近所の田んぼ/まきしむ
境内にはいると、なんだかむにゅむにゅいってる変な具合の土をずっとふみふみしていた。
それに飽きると木造の社、その周りに重なる針葉樹をちらりと見やり、「う〜ん。歴史を感じるナア。」とつぶやき田んぼ道へ続く階段を降りていった。

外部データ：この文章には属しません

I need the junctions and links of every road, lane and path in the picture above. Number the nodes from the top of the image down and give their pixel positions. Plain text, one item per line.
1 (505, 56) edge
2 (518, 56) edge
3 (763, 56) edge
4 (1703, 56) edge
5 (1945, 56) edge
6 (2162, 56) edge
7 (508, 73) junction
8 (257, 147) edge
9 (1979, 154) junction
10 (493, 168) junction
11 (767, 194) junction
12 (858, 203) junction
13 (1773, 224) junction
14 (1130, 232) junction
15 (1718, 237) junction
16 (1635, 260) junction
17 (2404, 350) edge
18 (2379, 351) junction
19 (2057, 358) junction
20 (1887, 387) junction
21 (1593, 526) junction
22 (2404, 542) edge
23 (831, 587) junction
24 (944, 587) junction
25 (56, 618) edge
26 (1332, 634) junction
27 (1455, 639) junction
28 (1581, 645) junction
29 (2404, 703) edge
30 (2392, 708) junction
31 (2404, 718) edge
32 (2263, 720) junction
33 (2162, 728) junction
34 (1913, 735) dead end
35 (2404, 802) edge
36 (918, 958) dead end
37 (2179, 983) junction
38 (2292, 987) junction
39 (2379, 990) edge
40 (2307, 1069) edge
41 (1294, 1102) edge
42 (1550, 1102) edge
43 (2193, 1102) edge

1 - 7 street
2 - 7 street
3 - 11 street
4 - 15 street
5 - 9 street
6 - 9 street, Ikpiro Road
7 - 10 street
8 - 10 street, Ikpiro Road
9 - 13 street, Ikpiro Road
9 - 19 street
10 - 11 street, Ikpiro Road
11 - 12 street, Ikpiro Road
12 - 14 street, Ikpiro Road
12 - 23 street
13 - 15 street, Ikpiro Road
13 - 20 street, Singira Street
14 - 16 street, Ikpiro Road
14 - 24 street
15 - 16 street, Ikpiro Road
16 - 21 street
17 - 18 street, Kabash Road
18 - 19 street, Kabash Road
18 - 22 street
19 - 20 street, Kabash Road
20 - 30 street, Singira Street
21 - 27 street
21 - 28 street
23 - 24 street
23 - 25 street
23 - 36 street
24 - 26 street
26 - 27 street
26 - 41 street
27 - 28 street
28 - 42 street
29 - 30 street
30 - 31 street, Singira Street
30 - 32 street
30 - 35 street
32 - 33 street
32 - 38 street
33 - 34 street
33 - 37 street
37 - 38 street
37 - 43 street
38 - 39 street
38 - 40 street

おとといまで、ひどい雨が続いていたせいか厚い霧がぼんやりと立ち込めていて、息を吸うとひんやりして気持ちが良い。
「これがマイナスイオンか」
呟くとわたしは畦道を通って田んぼの中央まで行きリュックから道具を取り出して、散髪をはじめた。
「みんな、死ね。殺す」
言いながら自分の髪をばっさばっさ切ってゆくとすぐに調子がついて、いい感じに辺りで鳥も鳴いている。
「みんな、死ね。殺す。」
どんどん楽しくなってきて、白鳥やたぬき、蛙など種種様々な生き物が集まってきて、各々が自分の言語で歌い始めた。
「みんな、死ね。殺す」
楽しくて仕方がないナア、毎日がこんな風だったらいいのに、と思うと私の目から涙がポロポロとこぼれてきて、気がつくと辺りには誰もいなくなっていた。